Isso certamente não seria possível se esses agentes não estivessem cercados por garantias de vitaliciedade, inamovibilidade e irredutibilidade de subsídios (arts. 95 e 128, §5º, I, CF). A vitaliciedade lhes assegura que só perderão seus cargos por meio de sentença judicial transitada em julgada. A inamovibilidade, que não serão transferidos ou afastados de suas atribuições. A irredutibilidade de subsídios, que terão assegurada a remuneração justa a suas funções. Tudo isso cerca esses agentes públicos, impedindo-os de serem objeto de pressões políticas as mais diversas.

Naturalmente, esses agentes também agem com autonomia e altivez porque atuam em organizações estatais independentes do ponto de vista funcional, financeiro e administrativo (arts. 99 e 127, §2º, CF). Mais que independentes esses entes são dotados de organização especial, estratificada, em que cada um de seus membros tem funções e poderes bem delimitados por critérios de competência material, funcional e territorial. Embora não se possa falar propriamente de hierarquia, pois os membros do Judiciário e Ministério Público só se vinculam a sua convicção racional, galgam degraus, passando, ao longo de suas vidas, de funções especializadas para funções mais gerais e abrangentes.

03. A estratificação da carreira e o sistema remuneratório.

É nesse contexto que se insere a remuneração desses agentes políticos. O modelo remuneratório desenhado desde as Emendas Constitucionais nº 19 e 20/98, consubstanciado na fixação do subsídio em parcela única, a despeito de medida moralizadora, apresentou, em especial para a Magistratura e para Ministério Público, um descompasso com a realidade dessas carreiras que precisa ser equacionado pela via da alteração do texto constitucional.

Com efeito, olvidaram as reformas administrativa e previdenciária as características próprias dessas funções de Estado, plasmadas em carreiras longas e cuja valorização também passava, historicamente, pela diferenciação de remuneração de acordo com o tempo a elas dedicado pelo Juiz ou pelo Membro do Ministério Público.

A experiência acumulada desde a efetiva implementação do subsídio revela, de maneira inarredável, que esse modelo não se harmoniza com as tradições dessas carreiras, causando, ao revés, um desequilíbrio no sistema que demanda a alteração legislativa ora proposta Constituição Federal.

Ainda que adequada para algumas outras carreiras que não se organizam em níveis funcionais bem definidos e que permitem, de forma mais livre, a movimentação de servidores pelos cargos de confiança e chefia, a retribuição por meio de subsídio precisa ser pontualmente aperfeiçoada quanto à Magistratura e Ministério Público. Aqui, há uma estratificação funcional em níveis hierárquicos e o acesso a esses níveis está umbilicalmente vinculado ao tempo de permanência nas respectivas carreiras.
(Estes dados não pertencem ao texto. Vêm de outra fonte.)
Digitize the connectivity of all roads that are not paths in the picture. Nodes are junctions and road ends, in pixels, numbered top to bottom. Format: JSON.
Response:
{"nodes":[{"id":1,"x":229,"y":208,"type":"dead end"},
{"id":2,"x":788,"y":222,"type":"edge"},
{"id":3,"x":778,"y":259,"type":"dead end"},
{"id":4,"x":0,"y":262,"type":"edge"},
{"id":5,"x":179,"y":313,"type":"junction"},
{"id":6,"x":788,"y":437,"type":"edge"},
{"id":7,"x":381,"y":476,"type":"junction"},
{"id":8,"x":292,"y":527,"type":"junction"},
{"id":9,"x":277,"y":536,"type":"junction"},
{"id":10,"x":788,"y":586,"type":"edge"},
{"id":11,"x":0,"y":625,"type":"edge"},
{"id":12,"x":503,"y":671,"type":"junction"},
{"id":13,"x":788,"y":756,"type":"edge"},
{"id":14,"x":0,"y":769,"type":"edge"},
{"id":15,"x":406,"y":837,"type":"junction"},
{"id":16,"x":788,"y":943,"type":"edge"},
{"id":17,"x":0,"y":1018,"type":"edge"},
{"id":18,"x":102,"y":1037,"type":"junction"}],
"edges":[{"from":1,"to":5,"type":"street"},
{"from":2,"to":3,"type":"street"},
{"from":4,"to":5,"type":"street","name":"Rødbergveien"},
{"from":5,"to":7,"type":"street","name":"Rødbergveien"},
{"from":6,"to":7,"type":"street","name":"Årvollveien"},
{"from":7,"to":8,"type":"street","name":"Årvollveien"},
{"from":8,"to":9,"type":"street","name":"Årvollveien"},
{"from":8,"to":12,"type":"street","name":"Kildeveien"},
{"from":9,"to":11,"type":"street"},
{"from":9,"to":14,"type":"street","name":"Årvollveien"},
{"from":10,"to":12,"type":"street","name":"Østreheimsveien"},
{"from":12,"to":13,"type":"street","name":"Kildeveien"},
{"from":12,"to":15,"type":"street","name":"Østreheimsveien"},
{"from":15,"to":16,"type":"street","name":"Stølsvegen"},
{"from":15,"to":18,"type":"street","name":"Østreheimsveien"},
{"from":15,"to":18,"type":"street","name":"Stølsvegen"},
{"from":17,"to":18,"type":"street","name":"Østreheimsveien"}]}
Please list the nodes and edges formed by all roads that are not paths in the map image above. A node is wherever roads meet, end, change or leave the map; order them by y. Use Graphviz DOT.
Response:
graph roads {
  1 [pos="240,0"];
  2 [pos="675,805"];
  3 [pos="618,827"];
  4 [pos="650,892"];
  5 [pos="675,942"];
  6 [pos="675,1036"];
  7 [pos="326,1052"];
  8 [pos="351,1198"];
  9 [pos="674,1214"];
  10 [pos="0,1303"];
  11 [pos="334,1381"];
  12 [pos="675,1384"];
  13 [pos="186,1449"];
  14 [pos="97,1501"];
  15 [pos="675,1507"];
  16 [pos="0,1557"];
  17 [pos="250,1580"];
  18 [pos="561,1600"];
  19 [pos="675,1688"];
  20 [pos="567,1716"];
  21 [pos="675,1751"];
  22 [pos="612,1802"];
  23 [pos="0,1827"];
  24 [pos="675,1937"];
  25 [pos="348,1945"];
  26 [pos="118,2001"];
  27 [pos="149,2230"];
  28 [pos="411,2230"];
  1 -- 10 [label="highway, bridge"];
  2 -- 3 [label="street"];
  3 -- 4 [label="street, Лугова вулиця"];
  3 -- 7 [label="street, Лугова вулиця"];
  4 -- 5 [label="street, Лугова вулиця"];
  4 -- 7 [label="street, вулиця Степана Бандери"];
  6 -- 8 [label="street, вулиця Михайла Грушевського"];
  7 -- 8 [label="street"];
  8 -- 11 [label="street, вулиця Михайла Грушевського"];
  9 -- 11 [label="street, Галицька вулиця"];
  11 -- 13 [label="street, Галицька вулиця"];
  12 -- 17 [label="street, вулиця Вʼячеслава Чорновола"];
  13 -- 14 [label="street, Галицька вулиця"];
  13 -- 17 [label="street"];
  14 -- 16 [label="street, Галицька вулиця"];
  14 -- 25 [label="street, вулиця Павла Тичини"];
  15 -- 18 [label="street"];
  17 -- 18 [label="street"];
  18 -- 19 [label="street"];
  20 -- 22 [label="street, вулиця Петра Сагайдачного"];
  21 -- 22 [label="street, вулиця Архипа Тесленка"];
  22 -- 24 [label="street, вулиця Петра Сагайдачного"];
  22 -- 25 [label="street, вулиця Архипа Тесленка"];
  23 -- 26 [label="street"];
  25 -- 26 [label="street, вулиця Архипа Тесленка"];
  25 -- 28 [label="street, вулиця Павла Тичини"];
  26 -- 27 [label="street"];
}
04. A Proposta de Emenda à Constituição apresentada ao Congresso Nacional: adicional por tempo de serviço.

Mercê dessa realidade específica, onde a ausência de prestígio do tempo de serviço, traduzido no acréscimo remuneratório a este proporcional, manifesta-se como uma quebra do sistema que merece a atenção do Congresso Nacional para a realização do necessário ajuste.

A PEC nº 210 de 2007, de minha autoria e em tramitação na Câmara dos Deputados, tem como objetivo, pois, excepcionar a possibilidade de percepção pela Magistratura e pelos Membros do Ministério Público do adicional por tempo de serviço, observado o limite tradicional de trinta e cinco por cento.

Com a aprovação da presente proposta, será devolvida a essas carreiras essenciais do Estado a valorização e o estímulo para melhor desempenhar suas funções, de modo a preservar e atrair para seus quadros bons profissionais.